AIM OF THE TASK: Check each line of the listing for the string "dead", count the lines that have it, and answer with that number only.

SUPPLIED DATA:
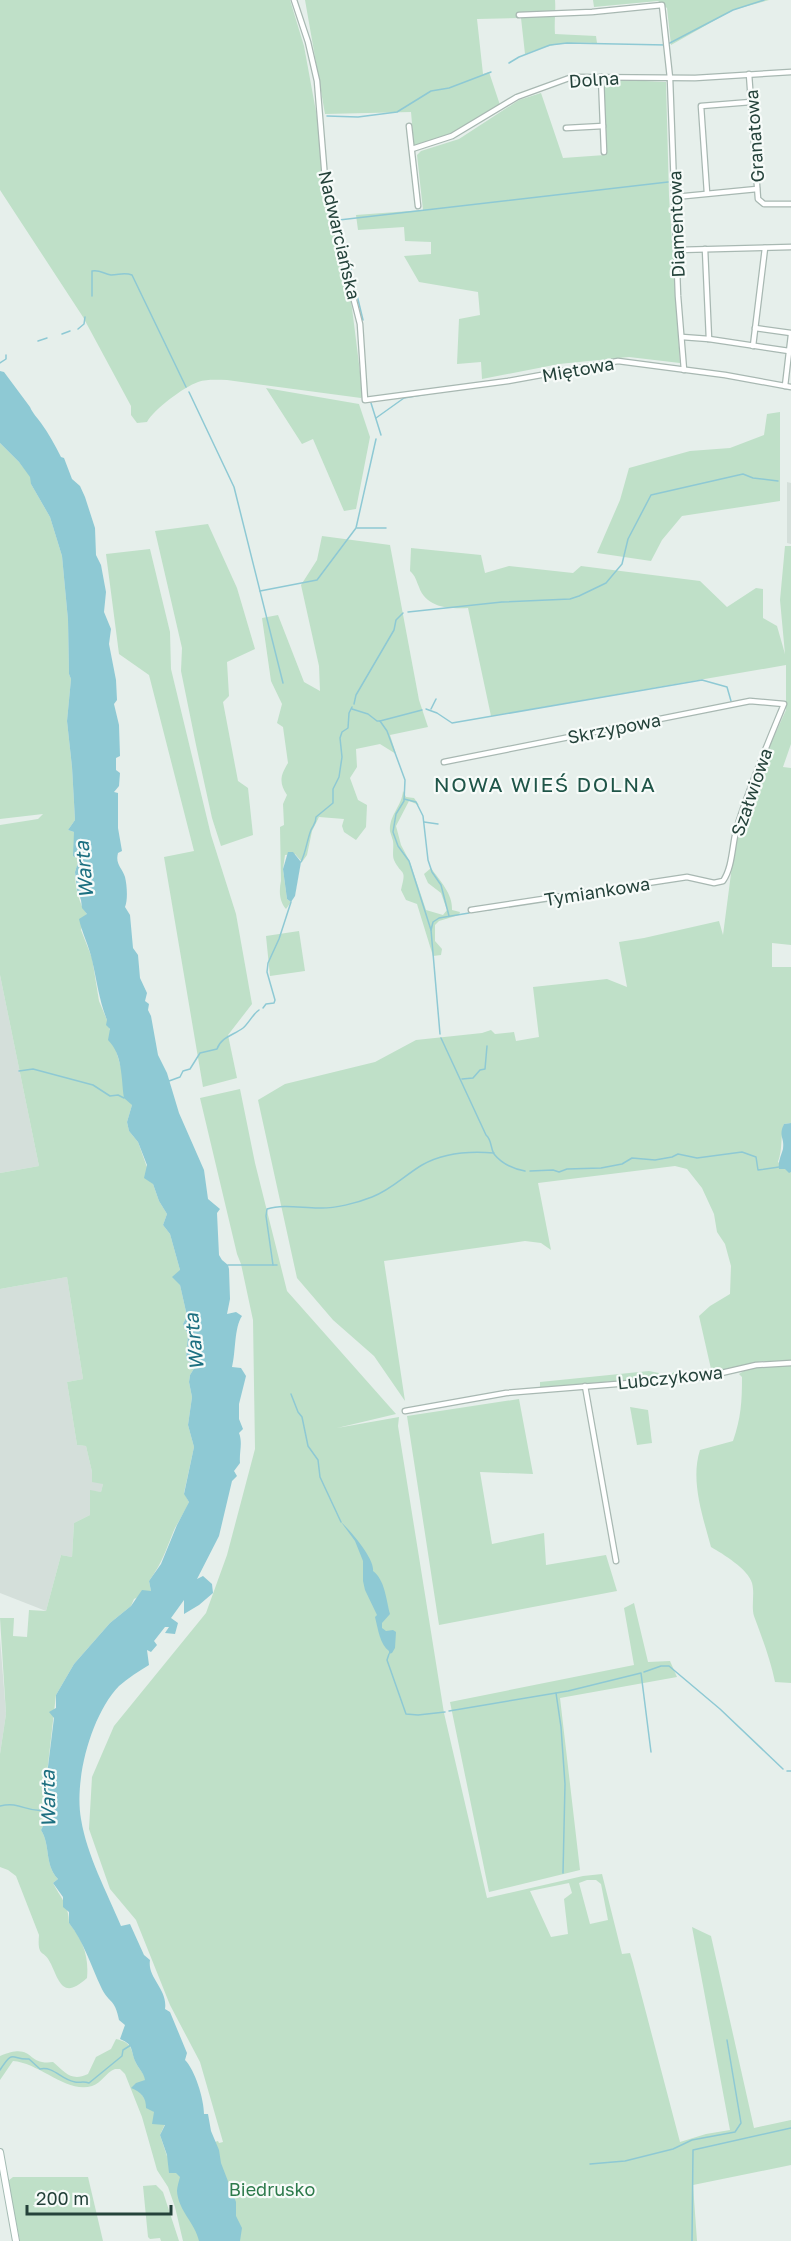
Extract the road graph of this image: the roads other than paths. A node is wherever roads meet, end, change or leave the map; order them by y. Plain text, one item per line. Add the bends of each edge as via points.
1 (294, 0) edge
2 (519, 15) dead end
3 (791, 72) edge
4 (749, 74) junction
5 (601, 77) junction
6 (670, 78) junction
7 (751, 102) junction
8 (409, 126) dead end
9 (603, 126) junction
10 (566, 128) dead end
11 (412, 149) junction
12 (604, 152) dead end
13 (757, 189) junction
14 (707, 193) junction
15 (675, 197) junction
16 (791, 204) edge
17 (418, 206) dead end
18 (791, 247) edge
19 (765, 248) junction
20 (705, 249) junction
21 (677, 250) junction
22 (755, 328) junction
23 (791, 334) edge
24 (682, 338) junction
25 (709, 339) junction
26 (753, 346) junction
27 (789, 351) junction
28 (684, 370) junction
29 (784, 386) junction
30 (791, 387) edge
31 (365, 400) joint
32 (784, 704) joint
33 (444, 762) dead end
34 (723, 881) joint
35 (471, 910) dead end
36 (791, 1363) edge
37 (585, 1386) junction
38 (405, 1411) dead end
39 (616, 1562) dead end
40 (0, 2152) edge
41 (16, 2241) edge

1 - 31 street, Nadwarciańska via 316,81 326,191 360,324
2 - 6 street, Diamentowa via 662,5
3 - 4 street, Dolna
4 - 6 street, Dolna
4 - 7 street, Granatowa
5 - 6 street, Dolna
5 - 9 street
5 - 11 street, Dolna via 572,77 518,97 453,136
6 - 15 street, Diamentowa
7 - 13 street, Granatowa
7 - 14 street via 701,106
8 - 11 street
9 - 10 street
9 - 12 street
11 - 17 street
13 - 14 street
13 - 16 street, Granatowa via 758,199 764,204
14 - 15 street
15 - 21 street, Diamentowa
18 - 19 street
19 - 20 street
19 - 22 street
20 - 21 street
20 - 25 street
21 - 24 street, Diamentowa
22 - 23 street
22 - 26 street
23 - 27 street
24 - 25 street
24 - 28 street, Diamentowa
25 - 26 street
26 - 27 street
27 - 29 street
28 - 29 street, Miętowa
28 - 31 street, Miętowa via 618,362
29 - 30 street, Miętowa
32 - 33 street, Skrzypowa via 750,701
32 - 34 street, Szałwiowa via 752,781
34 - 35 street, Tymiankowa via 687,877
36 - 37 street, Lubczykowa via 756,1365 704,1377
37 - 38 street, Lubczykowa via 506,1393
37 - 39 street
40 - 41 main road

WRITTEN ANSWER: 9